Flow Perturbation to Accelerate Unbiased Sampling of Boltzmann distribution
This method accelerates unbiased Boltzmann sampling for high-dimensional molecular systems, addressing a bottleneck in computational biophysics.
The paper tackled the high computational cost of Jacobian calculations in flow-based generative models for Boltzmann distribution sampling by introducing the flow perturbation method, which achieved orders of magnitude speedup and accurately sampled the Chignolin protein with all atomic Cartesian coordinates.
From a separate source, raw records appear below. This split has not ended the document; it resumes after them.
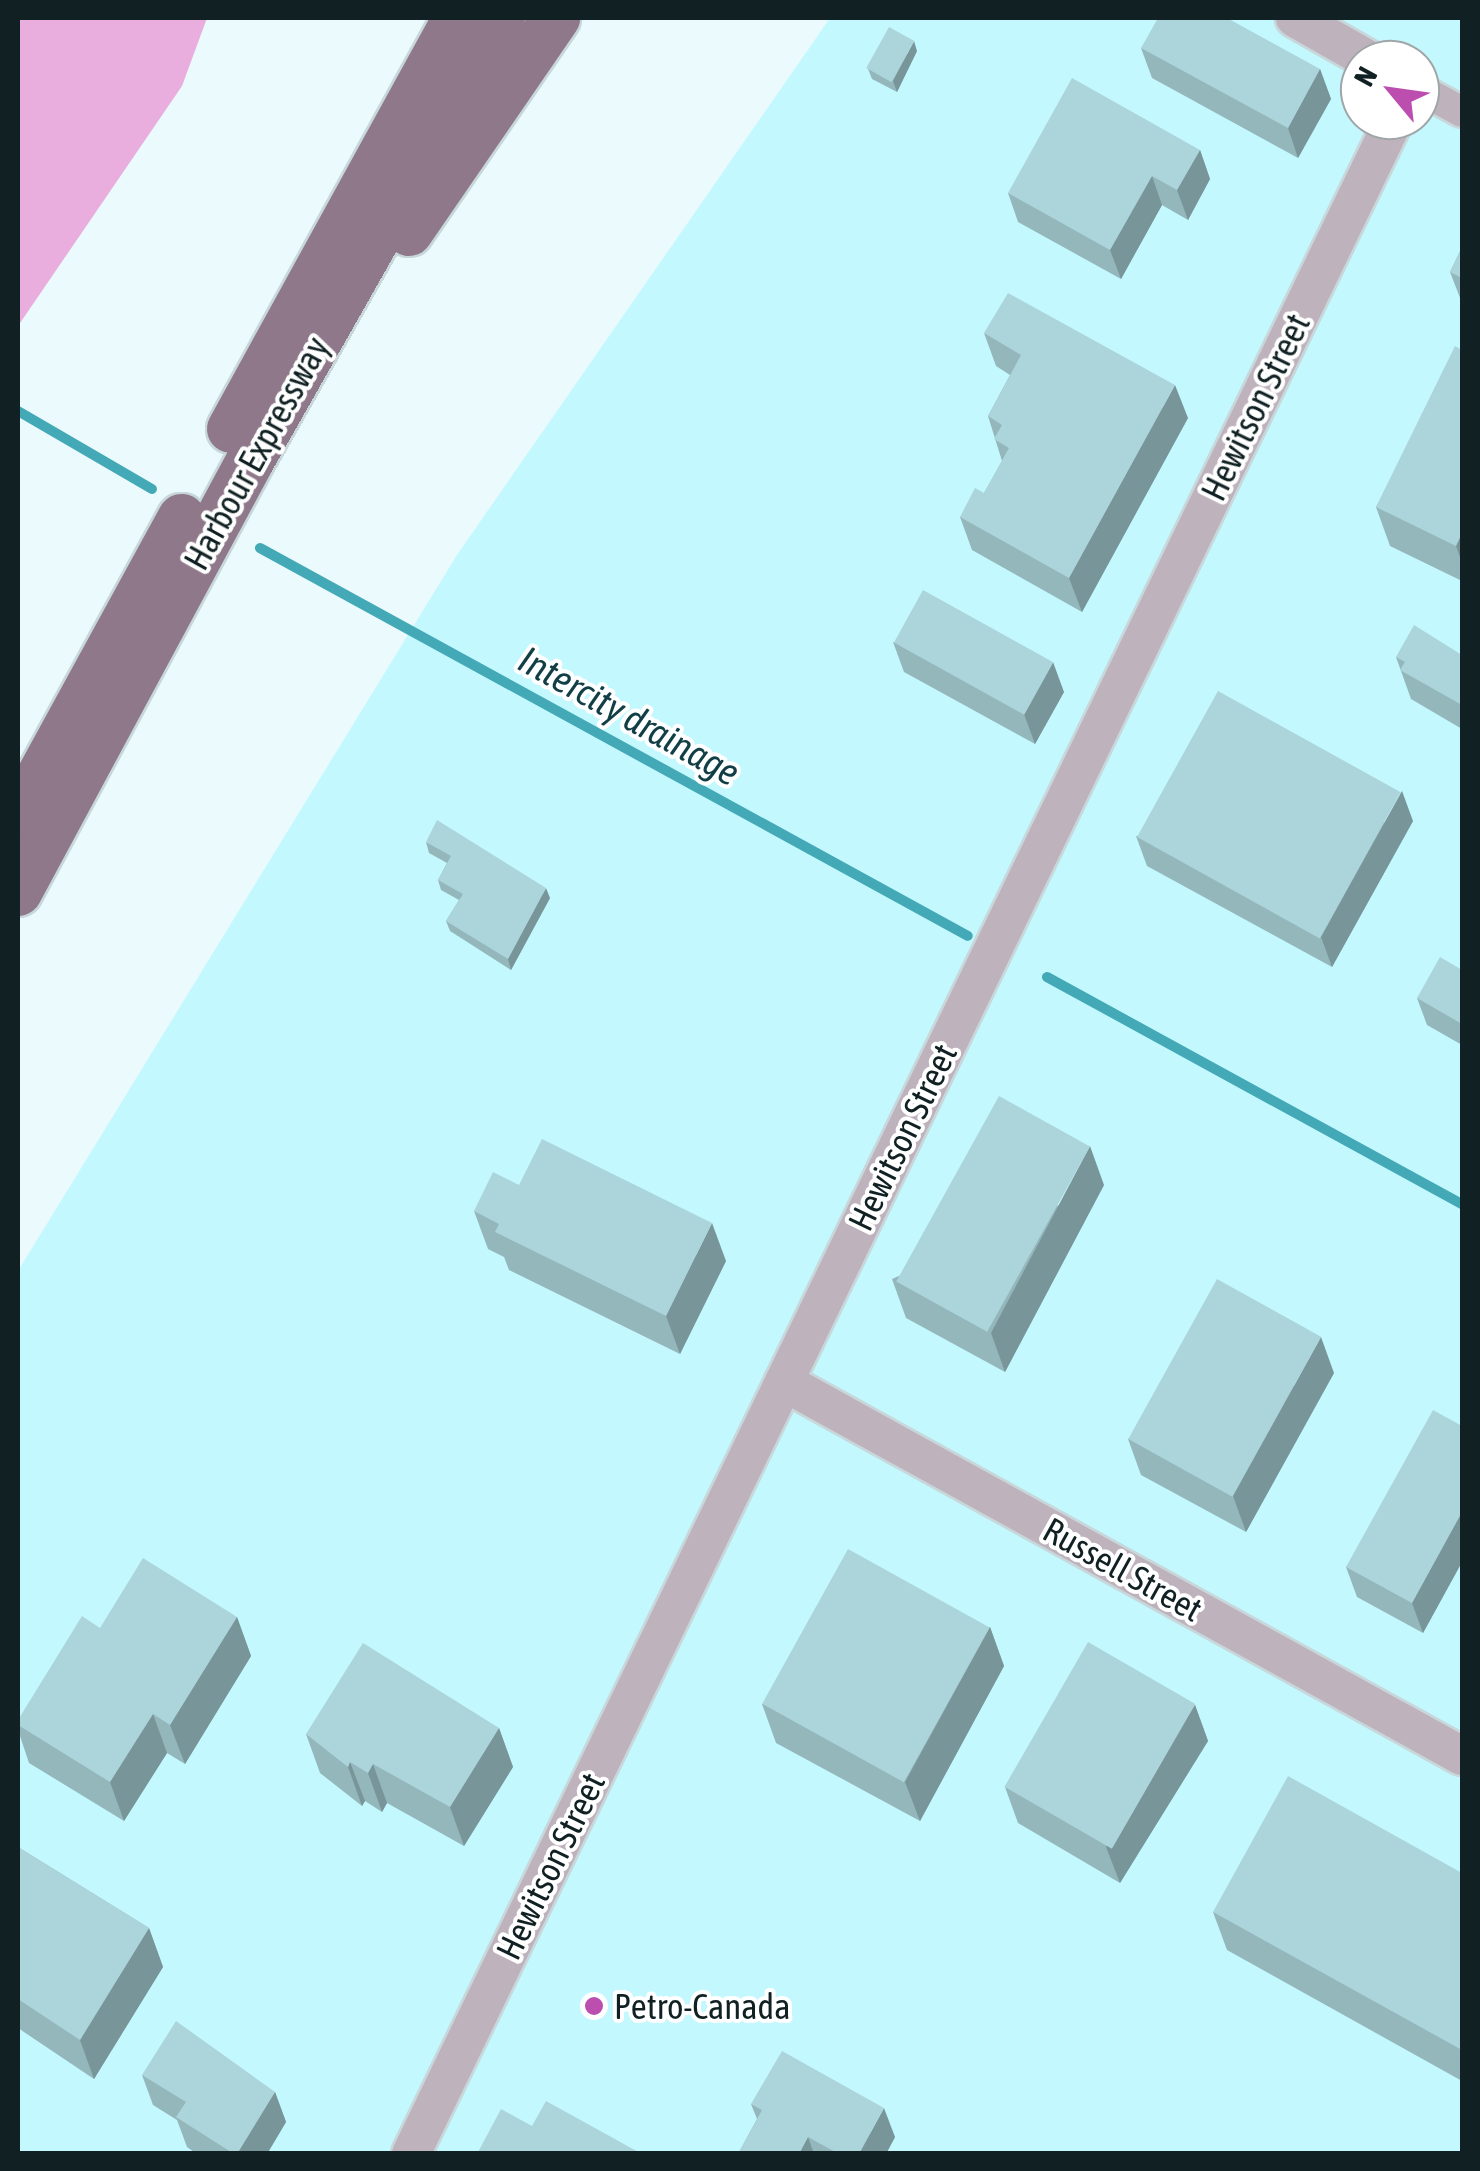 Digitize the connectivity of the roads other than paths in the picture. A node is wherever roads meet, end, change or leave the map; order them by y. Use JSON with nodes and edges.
{"nodes":[{"id":1,"x":444,"y":18,"type":"edge"},
{"id":2,"x":457,"y":18,"type":"edge"},
{"id":3,"x":500,"y":18,"type":"edge"},
{"id":4,"x":556,"y":18,"type":"edge"},
{"id":5,"x":1295,"y":18,"type":"edge"},
{"id":6,"x":1340,"y":44,"type":"edge"},
{"id":7,"x":1440,"y":100,"type":"edge"},
{"id":8,"x":1462,"y":112,"type":"edge"},
{"id":9,"x":401,"y":118,"type":"junction"},
{"id":10,"x":1384,"y":140,"type":"edge"},
{"id":11,"x":272,"y":421,"type":"junction"},
{"id":12,"x":18,"y":817,"type":"edge"},
{"id":13,"x":18,"y":892,"type":"edge"},
{"id":14,"x":784,"y":1382,"type":"junction"},
{"id":15,"x":1462,"y":1756,"type":"edge"},
{"id":16,"x":411,"y":2154,"type":"edge"}],
"edges":[{"from":1,"to":9,"type":"main road"},
{"from":2,"to":9,"type":"main road","name":"Harbour Expressway"},
{"from":3,"to":11,"type":"main road","name":"Harbour Expressway"},
{"from":4,"to":11,"type":"main road"},
{"from":5,"to":6,"type":"street"},
{"from":7,"to":8,"type":"street"},
{"from":9,"to":12,"type":"main road","name":"Harbour Expressway"},
{"from":10,"to":14,"type":"street","name":"Hewitson Street"},
{"from":11,"to":13,"type":"main road","name":"Harbour Expressway"},
{"from":14,"to":15,"type":"street","name":"Russell Street"},
{"from":14,"to":16,"type":"street","name":"Hewitson Street"}]} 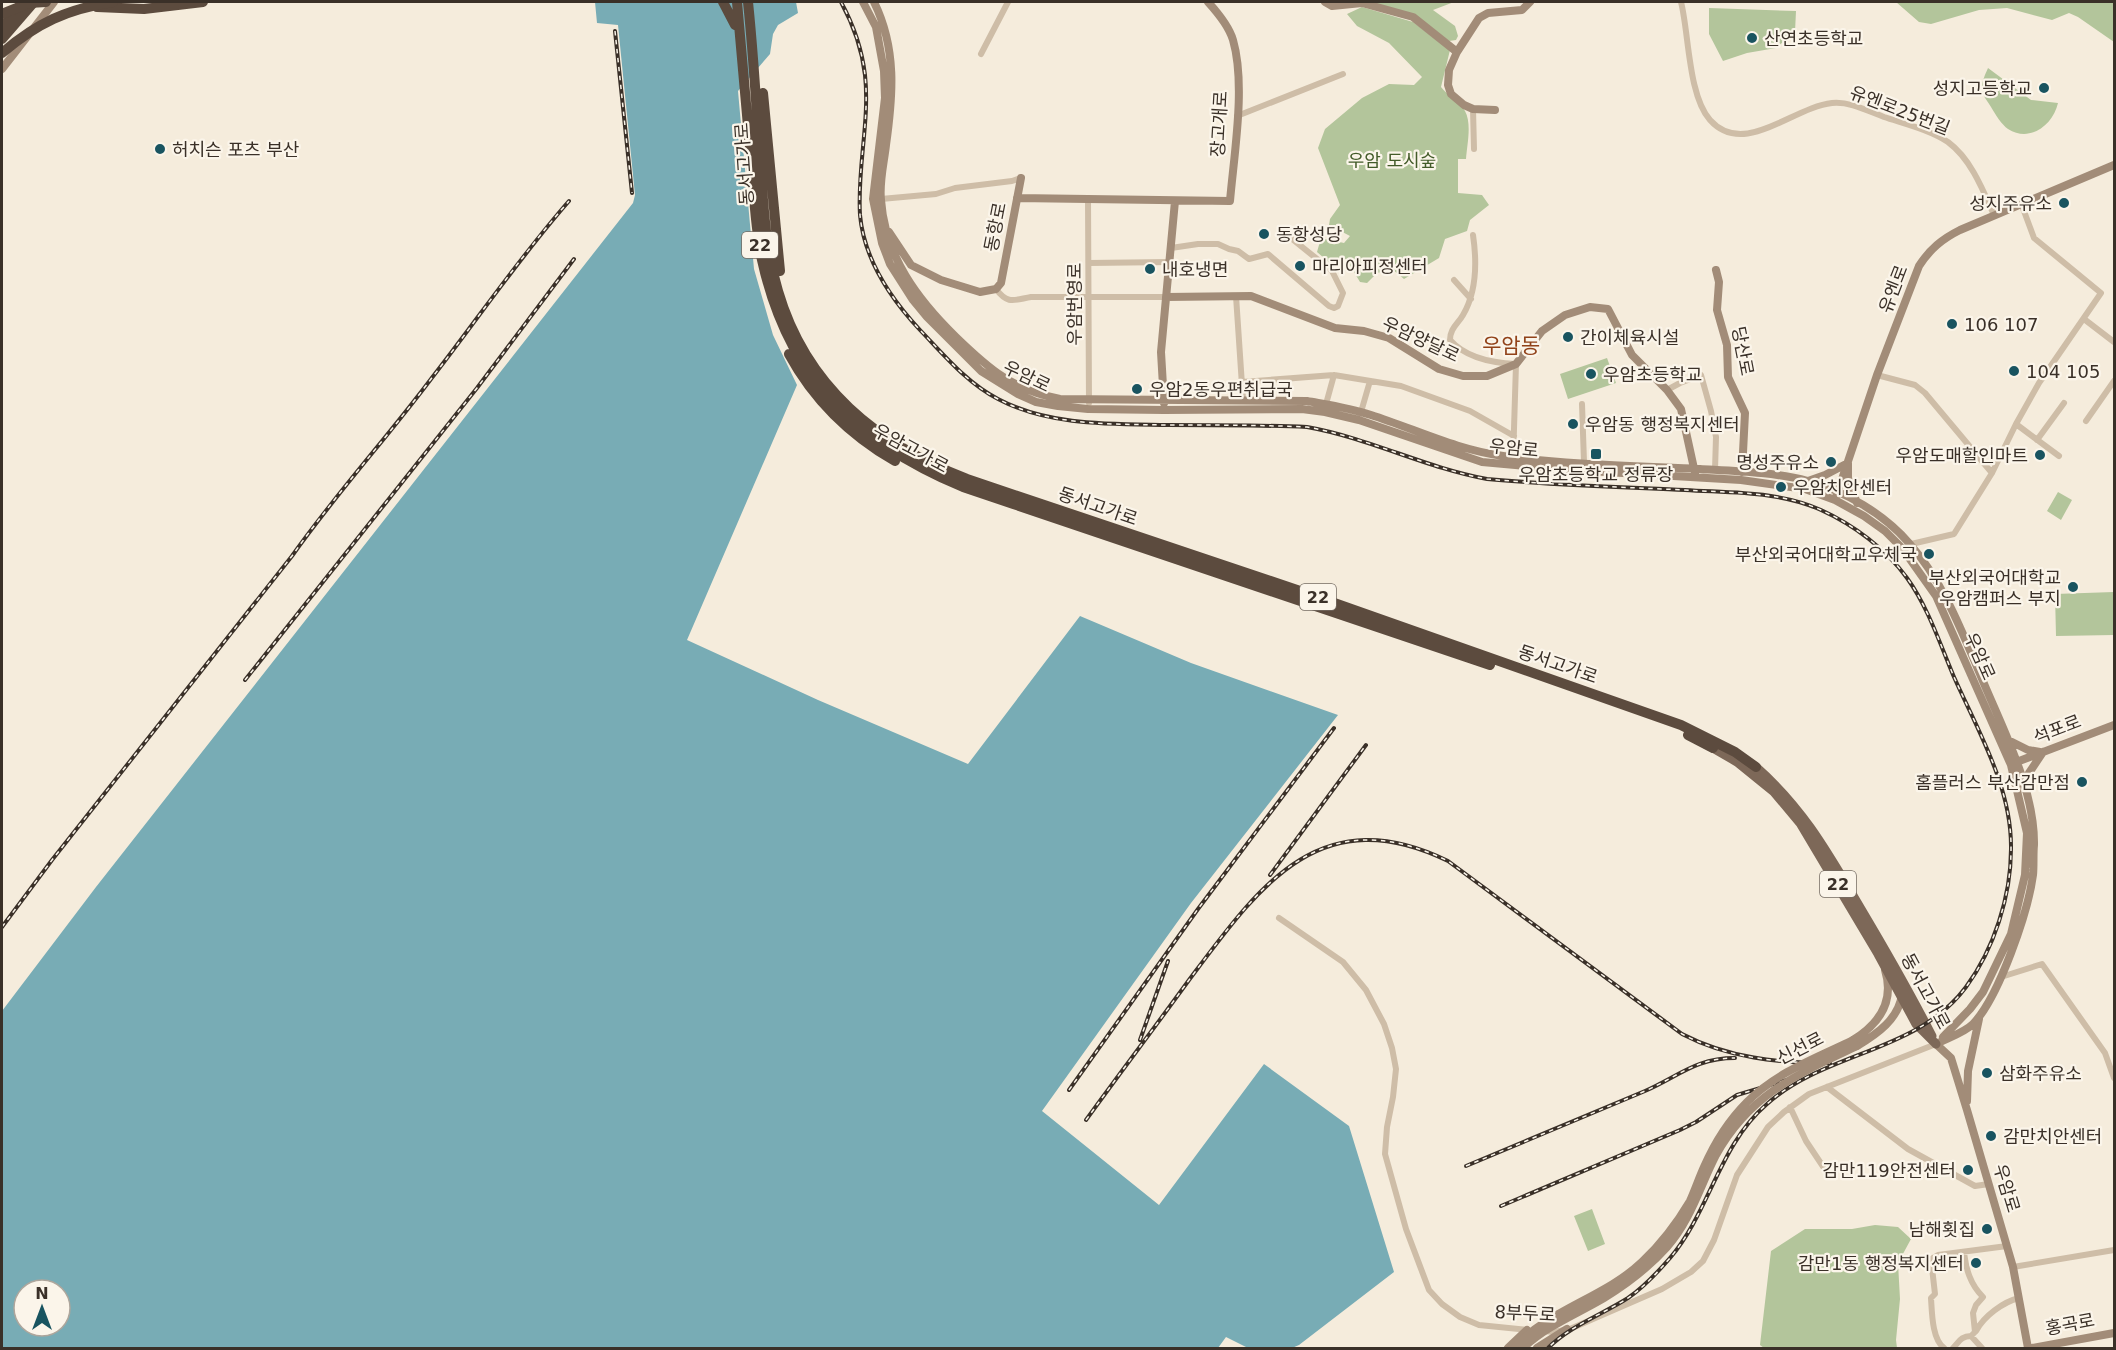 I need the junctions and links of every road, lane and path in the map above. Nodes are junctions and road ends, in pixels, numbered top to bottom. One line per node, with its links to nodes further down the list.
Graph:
1 (13, 2): 18 (main road)
2 (24, 2): 19 (highway, bridge)
3 (34, 2): 21 (highway)
4 (46, 2): 18 (highway, bridge)
5 (54, 2): 20 (main road)
6 (113, 2): 23 (highway, bridge)
7 (203, 2): 20 (highway)
8 (723, 2): 82 (highway, 우암고가로)
9 (738, 2): 80 (highway, 우암고가로); 82 (highway, 동서고가로 / 22)
10 (748, 2): 80 (highway, 동서고가로 / 22)
11 (863, 2): 63 (main road, 우암로)
12 (874, 2): 35 (main road, 우암로)
13 (1008, 2): 24 (street)
14 (1208, 2): 29 (main road, 장고개로)
15 (1325, 2): 22 (main road)
16 (1530, 2): 22 (main road)
17 (1682, 2): 38 (street, 유엔로25번길)
18 (2, 14)
19 (2, 28)
20 (29, 35): 25 (main road)
21 (2, 39)
22 (1457, 52): 27 (main road)
23 (2, 53)
24 (981, 54)
25 (2, 69)
26 (1343, 74): 29 (street)
27 (1473, 109): 28 (main road); 30 (street)
28 (1495, 110)
29 (1237, 116): 36 (main road, 장고개로)
30 (1474, 149)
31 (2115, 165): 37 (main road, 유엔로)
32 (1021, 178): 33 (main road, 동항로); 35 (street, 동항로)
33 (1017, 198): 34 (main road, 장고개로); 47 (main road, 동항로)
34 (1088, 198): 36 (main road, 장고개로); 43 (street, 우암번영로)
35 (881, 199): 39 (main road, 우암로)
36 (1175, 201): 42 (main road)
37 (2021, 203): 38 (main road, 유엔로); 52 (street)
38 (1994, 215): 56 (main road, 유엔로)
39 (887, 230): 47 (main road); 63 (main road, 우암로)
40 (1281, 230): 42 (street)
41 (1473, 235): 51 (street)
42 (1171, 248): 44 (main road)
43 (1089, 262): 44 (street); 49 (street, 우암번영로)
44 (1170, 262): 50 (main road)
45 (1716, 270): 77 (main road, 당산로)
46 (1454, 280): 51 (street)
47 (996, 290): 49 (street)
48 (1236, 296): 50 (main road, 우암양달로); 54 (main road, 우암양달로); 59 (street)
49 (1089, 297): 50 (street); 63 (street, 우암번영로)
50 (1166, 297): 66 (main road)
51 (1471, 299): 54 (street)
52 (2084, 319): 53 (street); 69 (street)
53 (2115, 342)
54 (1516, 364): 60 (main road, 우암양달로); 70 (street)
55 (1334, 375): 57 (street); 59 (street); 64 (street)
56 (1877, 375): 75 (main road, 유엔로); 79 (street)
57 (1370, 381): 67 (street); 70 (street)
58 (2115, 381): 68 (street)
59 (1242, 382): 61 (street)
60 (1667, 390): 76 (street); 78 (main road)
61 (1244, 400): 64 (main road, 우암로); 66 (main road, 우암로)
62 (2064, 403): 71 (street)
63 (1089, 404): 66 (main road, 우암로)
64 (1326, 404): 67 (main road, 우암로)
65 (1582, 404): 74 (street)
66 (1164, 405): 73 (main road, 우암로)
67 (1361, 412): 73 (main road, 우암로)
68 (2086, 422)
69 (2016, 424): 71 (street); 79 (street)
70 (1514, 436): 73 (street)
71 (2037, 440): 72 (street)
72 (2059, 456)
73 (1513, 461): 74 (main road, 우암로); 78 (main road, 우암로)
74 (1584, 462): 78 (main road, 우암로)
75 (1848, 463): 81 (main road); 83 (main road, 유엔로); 84 (main road)
76 (1715, 470): 77 (main road, 우암로); 78 (main road, 우암로)
77 (1742, 472): 81 (main road, 우암로)
78 (1695, 473): 83 (main road, 우암로)
79 (1992, 473): 85 (street)
80 (967, 479): 91 (highway, 동서고가로 / 22)
81 (1808, 481): 83 (main road, 우암로)
82 (988, 495): 88 (highway, 동서고가로 / 22)
83 (1837, 497): 84 (main road, 우암로); 85 (main road, 우암로)
84 (1857, 502): 85 (main road, 우암로)
85 (1906, 546): 87 (main road, 우암로); 90 (main road, 우암로)
86 (2113, 727): 89 (main road, 석포로)
87 (2007, 739): 89 (main road); 90 (main road, 우암로)
88 (1713, 747): 94 (main road, 동서고가로 / 22)
89 (2044, 752): 90 (main road, 석포로); 92 (main road)
90 (2014, 763): 92 (main road, 우암로); 100 (main road, 우암로)
91 (1756, 767): 96 (main road, 동서고가로 / 22)
92 (2024, 785): 95 (main road, 우암로)
93 (1279, 918): 113 (street, 8부두로)
94 (1881, 958): 97 (main road, 동서고가로 / 22); 99 (main road, 신선로)
95 (2001, 977): 98 (main road, 우암로); 101 (street)
96 (1903, 982): 97 (main road, 신선로); 100 (main road, 동서고가로 / 22)
97 (1902, 998): 99 (main road, 신선로); 100 (main road, 동서고가로 / 22)
98 (1981, 1013): 100 (main road, 우암로); 104 (main road)
99 (1855, 1043): 117 (main road, 신선로, bridge); 118 (main road, 신선로, bridge)
100 (1936, 1044): 102 (street, 8부두로); 104 (main road, 우암로)
101 (2115, 1078)
102 (1827, 1087): 103 (street, 8부두로); 106 (street)
103 (1790, 1107): 105 (street); 112 (street, 8부두로)
104 (1967, 1110): 106 (main road, 우암로)
105 (1826, 1171)
106 (1989, 1184): 107 (main road, 우암로)
107 (2007, 1246): 109 (street); 110 (main road, 우암로)
108 (2115, 1250): 110 (street)
109 (1964, 1252): 115 (street); 120 (street)
110 (2013, 1267): 111 (main road, 우암로)
111 (2019, 1298): 115 (street); 123 (main road, 우암로)
112 (1567, 1329): 113 (street, 8부두로); 119 (main road)
113 (1523, 1331): 116 (main road); 118 (main road)
114 (2115, 1333): 123 (main road, 홍곡로)
115 (1973, 1334): 121 (street); 122 (street)
116 (1508, 1348)
117 (1514, 1348)
118 (1523, 1348)
119 (1537, 1348)
120 (1944, 1348)
121 (1954, 1348)
122 (1982, 1348)
123 (2030, 1348)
Flow-based generative models have been employed for sampling the Boltzmann distribution, but their application to high-dimensional systems is hindered by the significant computational cost of obtaining the Jacobian of the flow. To overcome this challenge, we introduce the flow perturbation method, which incorporates optimized stochastic perturbations into the flow. By reweighting trajectories generated by the perturbed flow, our method achieves unbiased sampling of the Boltzmann distribution with orders of magnitude speedup compared to both brute force Jacobian calculations and the Hutchinson estimator. Notably, it accurately sampled the Chignolin protein with all atomic Cartesian coordinates explicitly represented, which, to our best knowledge, is the largest molecule ever Boltzmann sampled in such detail using generative models.